**Exercise requirements:** Look through the lines below and copy each one that includes "weight".

[Data entries]
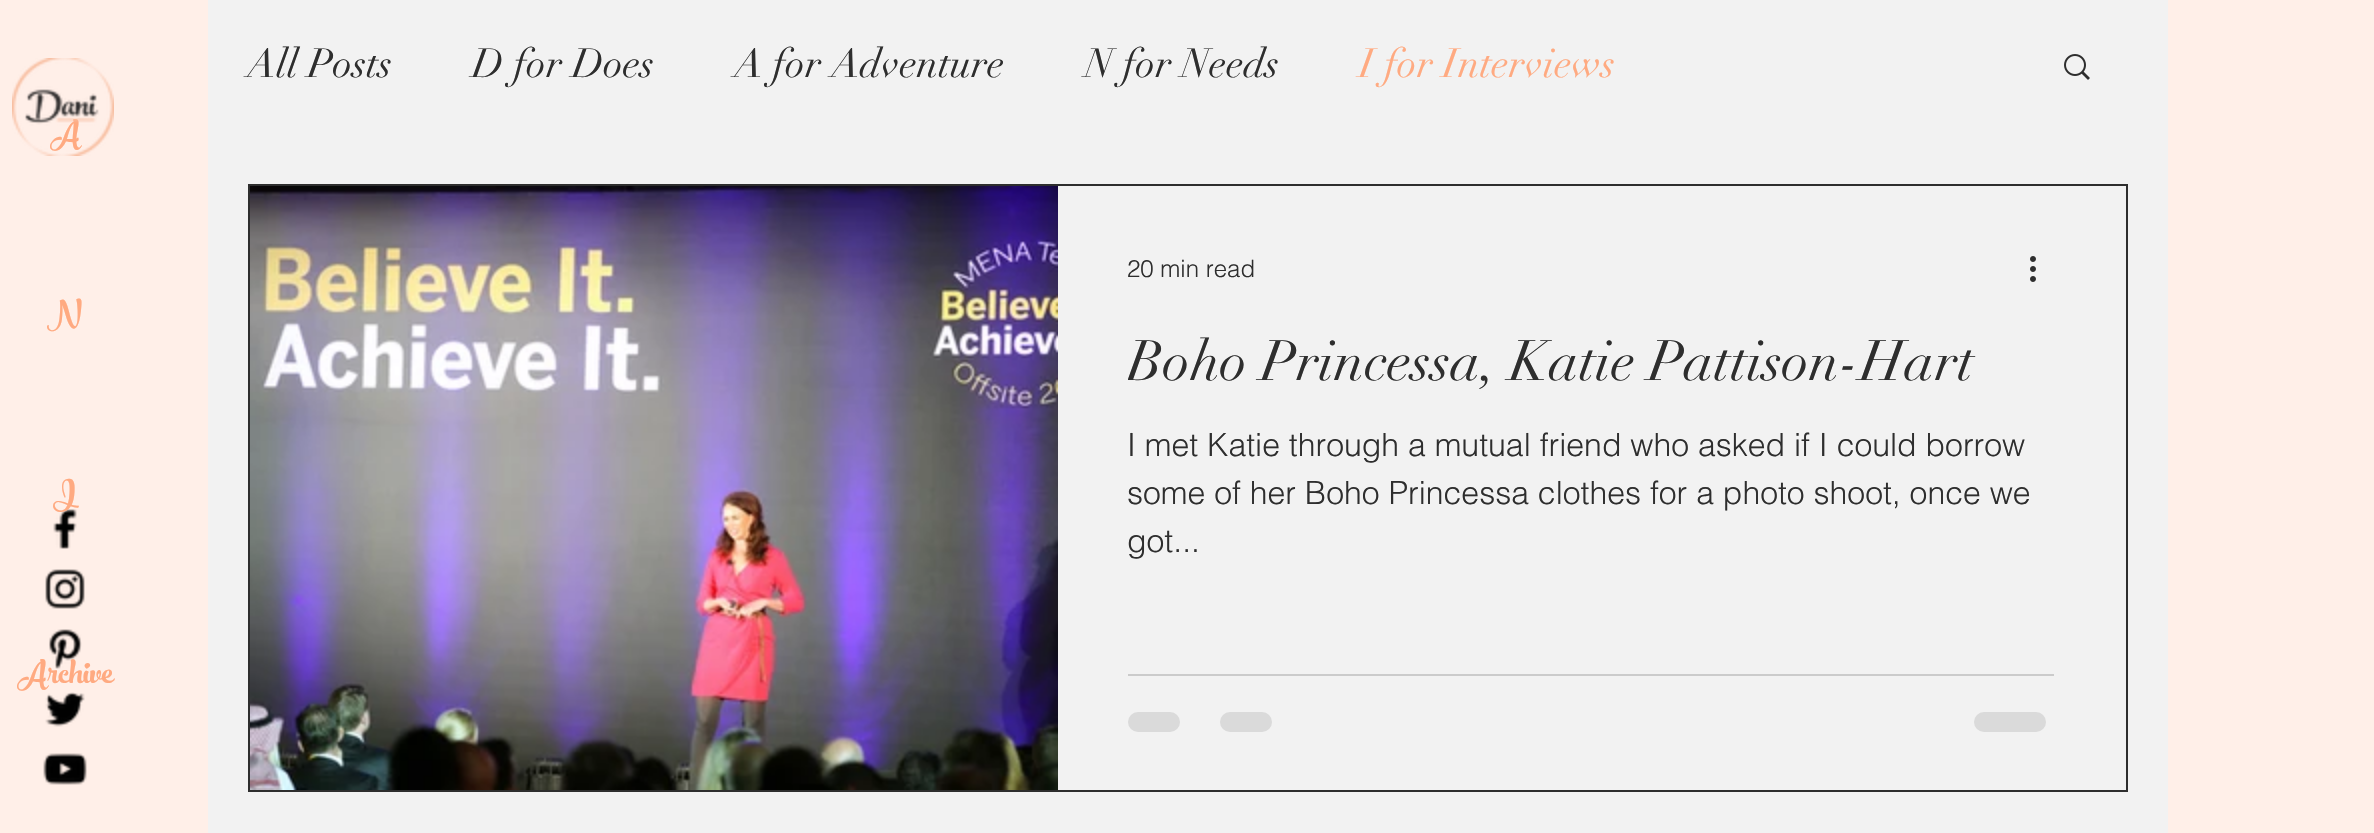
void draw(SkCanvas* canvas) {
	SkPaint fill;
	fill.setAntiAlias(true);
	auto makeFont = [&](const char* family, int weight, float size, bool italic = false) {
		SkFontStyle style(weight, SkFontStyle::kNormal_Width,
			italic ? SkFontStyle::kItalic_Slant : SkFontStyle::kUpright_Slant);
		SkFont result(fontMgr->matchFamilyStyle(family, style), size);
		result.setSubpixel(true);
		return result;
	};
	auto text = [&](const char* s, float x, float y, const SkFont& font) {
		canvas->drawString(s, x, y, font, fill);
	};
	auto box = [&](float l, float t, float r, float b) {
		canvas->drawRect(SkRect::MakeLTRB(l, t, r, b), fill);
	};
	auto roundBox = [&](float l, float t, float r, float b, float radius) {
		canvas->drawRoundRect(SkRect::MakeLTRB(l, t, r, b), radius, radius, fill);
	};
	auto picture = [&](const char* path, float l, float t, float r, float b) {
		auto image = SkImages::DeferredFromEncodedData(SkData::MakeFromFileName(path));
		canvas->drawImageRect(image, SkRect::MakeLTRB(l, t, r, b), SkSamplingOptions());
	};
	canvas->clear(0xFFFFEFE8);
	fill.setColor(0xFFF2F2F2);
	box(208, 0, 2168, 833);
	picture("image1.png", 2064, 54, 2090, 80);
	fill.setStyle(SkPaint::kStroke_Style);
	fill.setStrokeWidth(2);
	fill.setColor(0xFF2E2E2E);
	canvas->drawRect(SkRect::MakeLTRB(249, 185, 2127, 791), fill);
	picture("image2.png", 250, 186, 1058, 790);
	picture("image3.png", 2030, 256, 2036, 282);
	fill.setStyle(SkPaint::kFill_Style);
	fill.setColor(0xFFCBCBCB);
	box(1128, 674, 2054, 676);
	fill.setColor(0xFFDADADA);
	roundBox(1128, 712, 1180, 732, 10);
	roundBox(1220, 712, 1272, 732, 10);
	roundBox(1974, 712, 2046, 732, 10);
	picture("image4.png", 53, 509, 77, 549);
	picture("image5.png", 45, 569, 85, 609);
	picture("image6.png", 49, 629, 82, 669);
	picture("image7.png", 45, 692, 85, 727);
	picture("image8.png", 43, 753, 87, 785);
	auto font1 = makeFont("didot", 400, 40);
	fill.setColor(0xFF2E2E2E);
	text("All Posts", 247, 77, font1);
	text("D for Does", 472, 77, font1);
	text("A for Adventure", 734, 77, font1);
	text("N for Needs", 1085, 77, font1);
	fill.setColor(0xFFFFAA81);
	text("I for Interviews", 1359, 77, font1);
	auto font2 = makeFont("helvetica", 300, 24);
	fill.setColor(0xFF2E2E2E);
	text("20 min read", 1127, 277, font2);
	canvas->save();
	canvas->clipRect(SkRect::MakeLTRB(1128, 328, 2054, 396));
	auto font3 = makeFont("didot", 400, 56);
	text("Boho Princessa, Katie Pattison-Hart", 1127, 380, font3);
	canvas->restore();
	auto font4 = makeFont("helvetica", 300, 32);
	text("I met Katie through a mutual friend who asked if I could borrow", 1127, 456, font4);
	text("some of her Boho Princessa clothes for a photo shoot, once we", 1127, 504, font4);
	text("got...", 1127, 552, font4);
	auto font5 = makeFont("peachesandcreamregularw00", 400, 50);
	fill.setColor(0xFFFFAA81);
	text("A", 50, 143, font5);
	picture("image0.png", 12, 58, 114, 156);
	text("N", 47, 323, font5);
	text("I", 53, 503, font5);
	text("Archive", 17, 683, font5);
}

**Answer section:**
	auto makeFont = [&](const char* family, int weight, float size, bool italic = false) {
		SkFontStyle style(weight, SkFontStyle::kNormal_Width,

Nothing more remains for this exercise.